§ ACTION ITEM
Return a copy of each line in the listing that includes the word "wherever".
-- EXERCISE DATA follows --
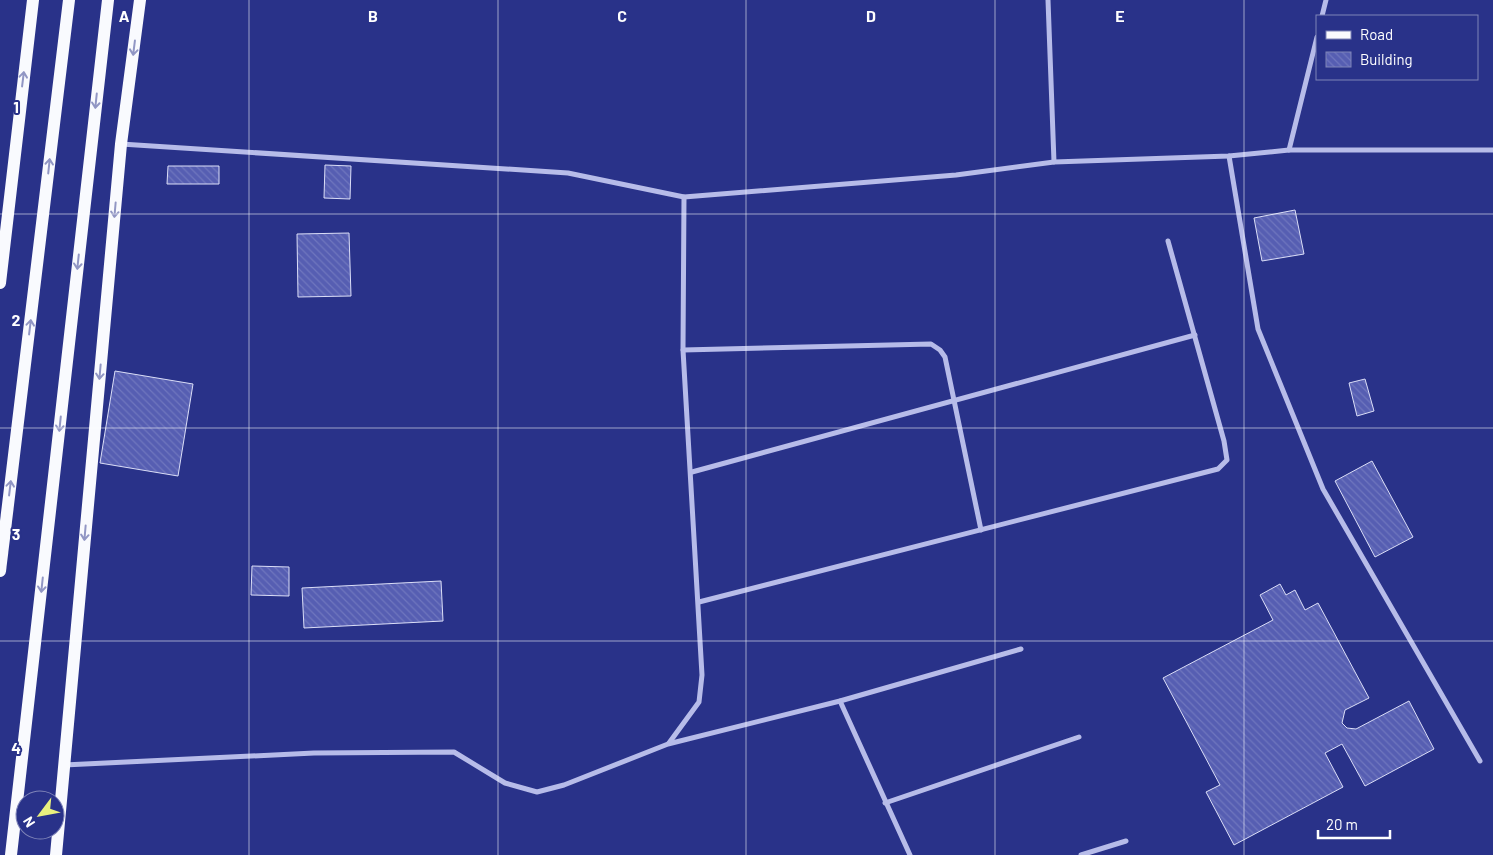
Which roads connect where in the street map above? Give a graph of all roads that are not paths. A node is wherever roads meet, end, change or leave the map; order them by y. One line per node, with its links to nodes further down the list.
-- EXERCISE DATA concluded --
-- EXERCISE DATA follows --
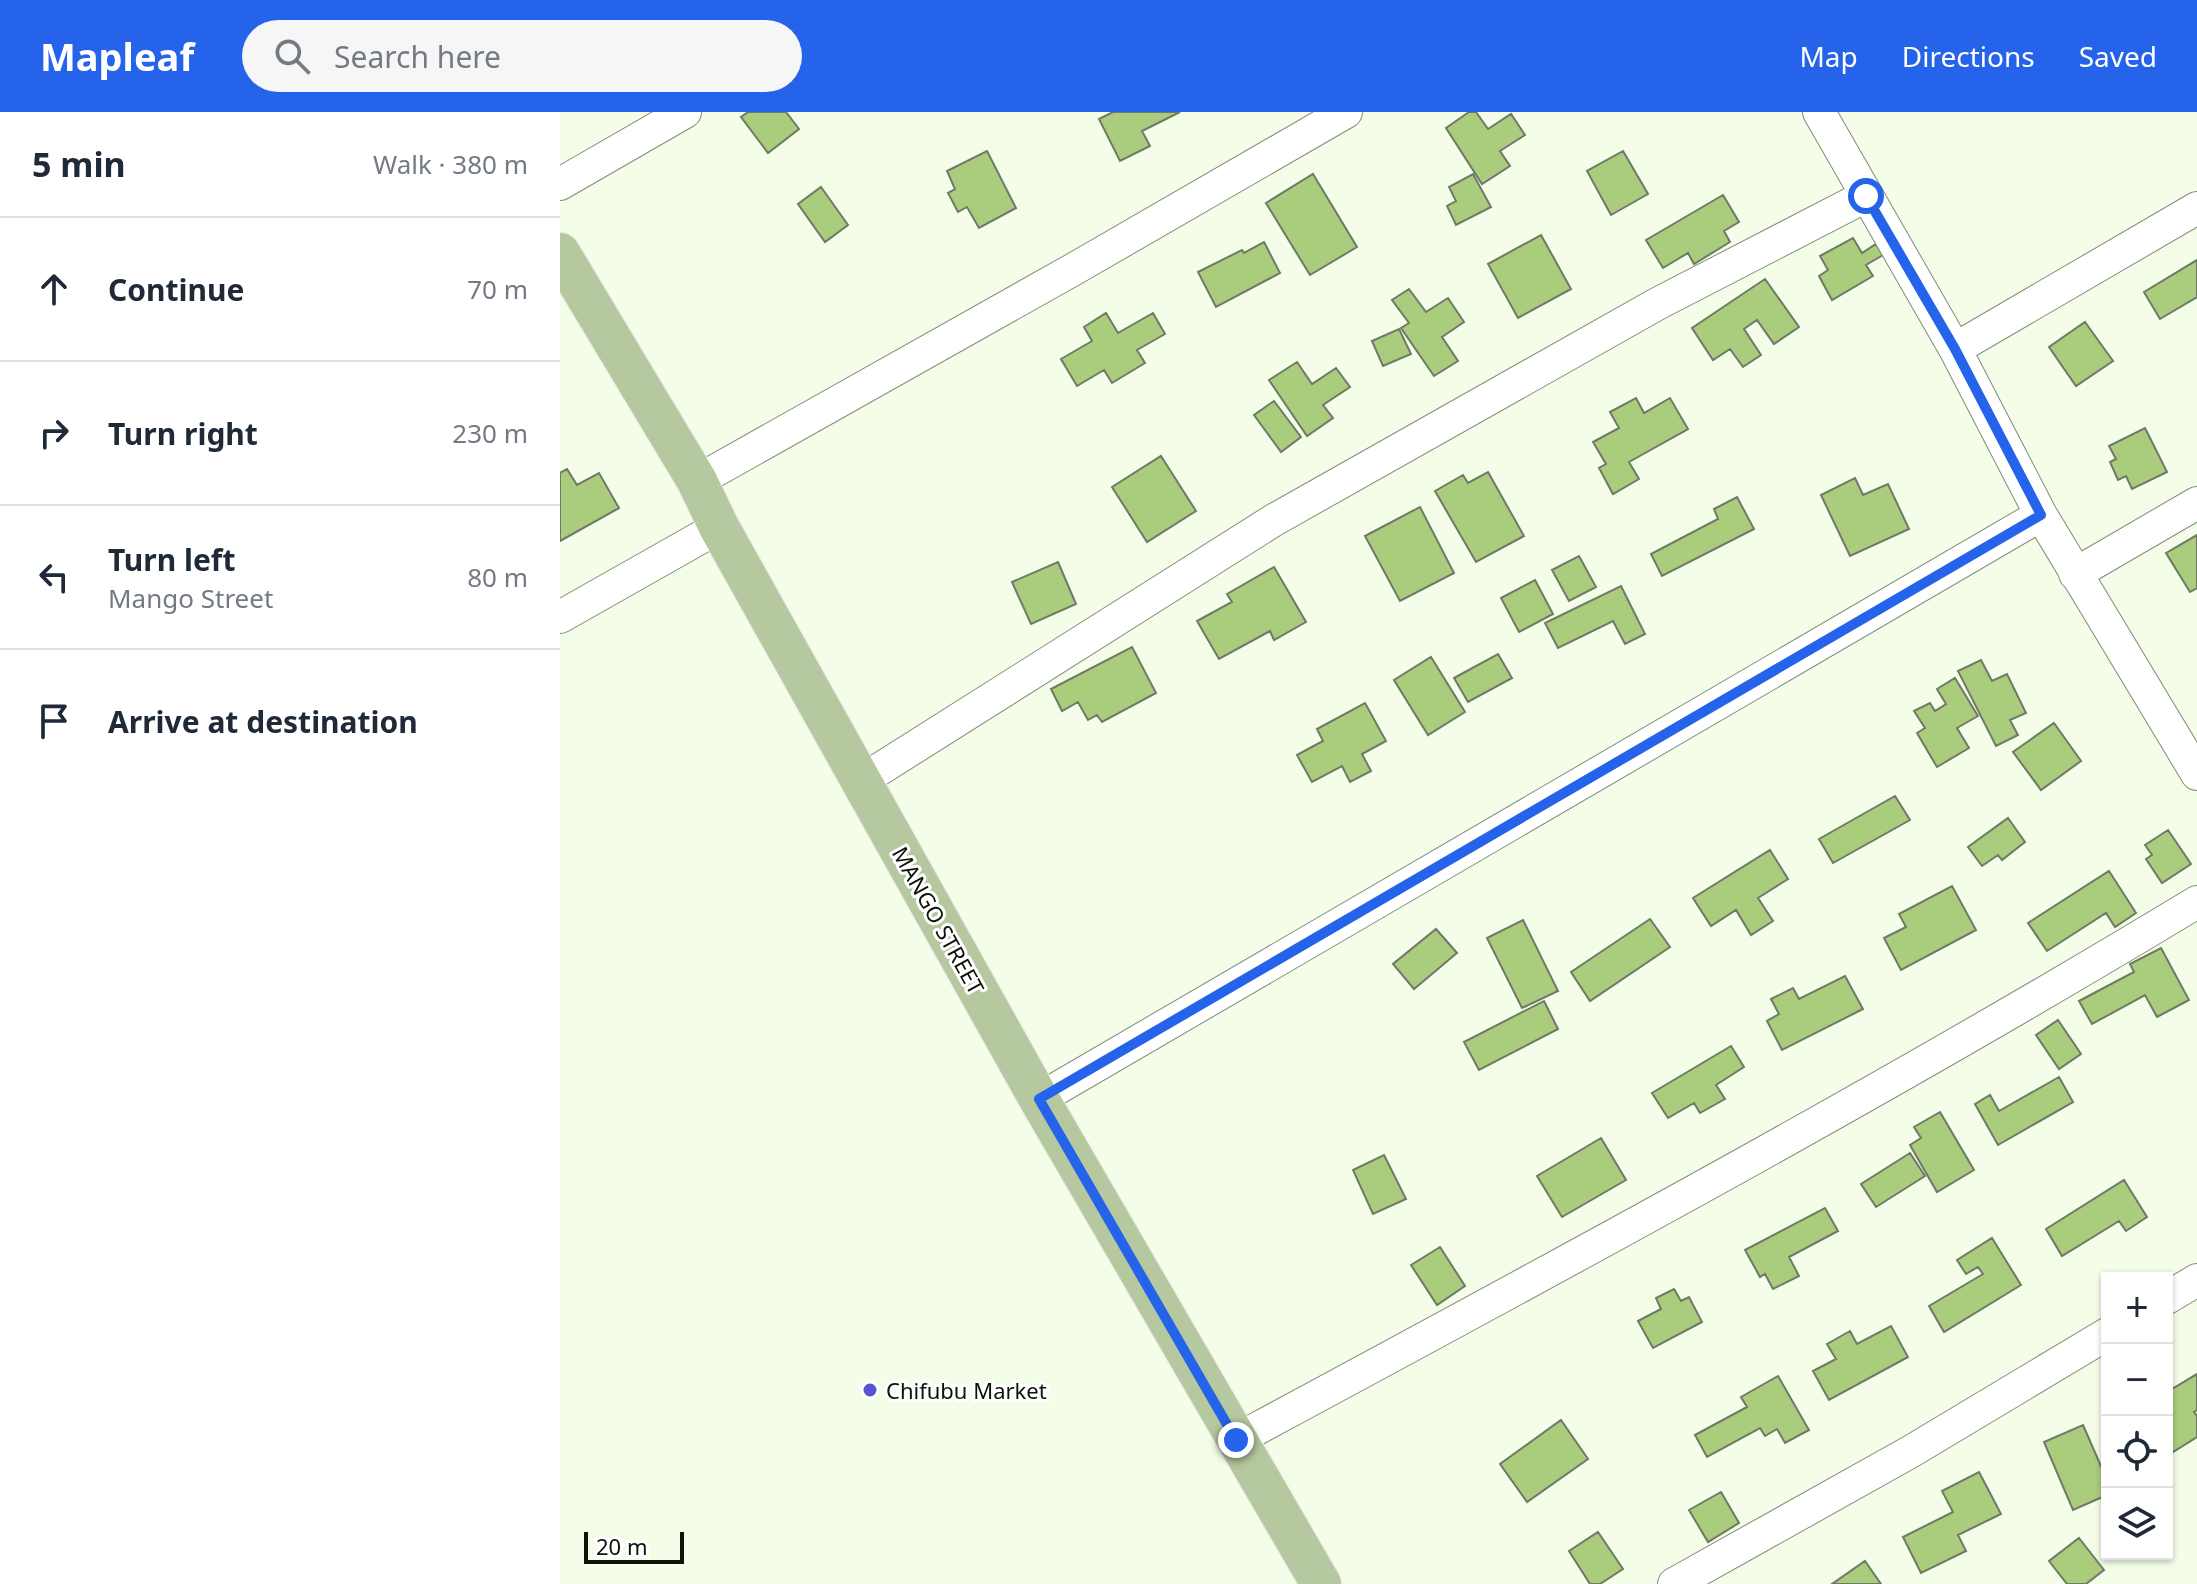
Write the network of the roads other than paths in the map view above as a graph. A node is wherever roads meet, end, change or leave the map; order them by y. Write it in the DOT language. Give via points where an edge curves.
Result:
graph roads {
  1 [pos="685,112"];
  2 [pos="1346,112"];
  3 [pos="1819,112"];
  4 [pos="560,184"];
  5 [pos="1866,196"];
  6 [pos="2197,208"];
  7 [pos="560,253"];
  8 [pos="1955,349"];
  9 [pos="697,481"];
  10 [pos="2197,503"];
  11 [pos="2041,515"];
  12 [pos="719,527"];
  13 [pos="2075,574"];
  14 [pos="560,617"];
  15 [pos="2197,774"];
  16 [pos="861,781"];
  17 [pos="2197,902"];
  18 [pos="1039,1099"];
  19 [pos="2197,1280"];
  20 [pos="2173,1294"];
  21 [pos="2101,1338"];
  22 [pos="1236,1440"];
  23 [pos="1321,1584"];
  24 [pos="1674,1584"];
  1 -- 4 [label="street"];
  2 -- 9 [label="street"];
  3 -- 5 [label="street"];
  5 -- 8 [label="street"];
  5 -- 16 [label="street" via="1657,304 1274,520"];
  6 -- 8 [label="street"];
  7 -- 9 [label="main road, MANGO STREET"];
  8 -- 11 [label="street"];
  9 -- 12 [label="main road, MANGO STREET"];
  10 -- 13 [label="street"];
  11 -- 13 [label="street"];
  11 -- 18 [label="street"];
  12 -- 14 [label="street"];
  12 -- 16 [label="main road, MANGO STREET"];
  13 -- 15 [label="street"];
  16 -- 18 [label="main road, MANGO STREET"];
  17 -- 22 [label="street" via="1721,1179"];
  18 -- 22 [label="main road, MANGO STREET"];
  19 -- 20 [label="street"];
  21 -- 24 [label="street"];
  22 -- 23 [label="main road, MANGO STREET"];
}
-- EXERCISE DATA concluded --
§ EXERCISE SOLUTION
Which roads connect where in the street map above? Give a graph of all roads that are not paths. A node is wherever roads meet, end, change or leave the map; order them by y. One line per node, with its links to nodes further down the list.
Write the network of the roads other than paths in the map view above as a graph. A node is wherever roads meet, end, change or leave the map; order them by y. Write it in the DOT language. Give via points where an edge curves.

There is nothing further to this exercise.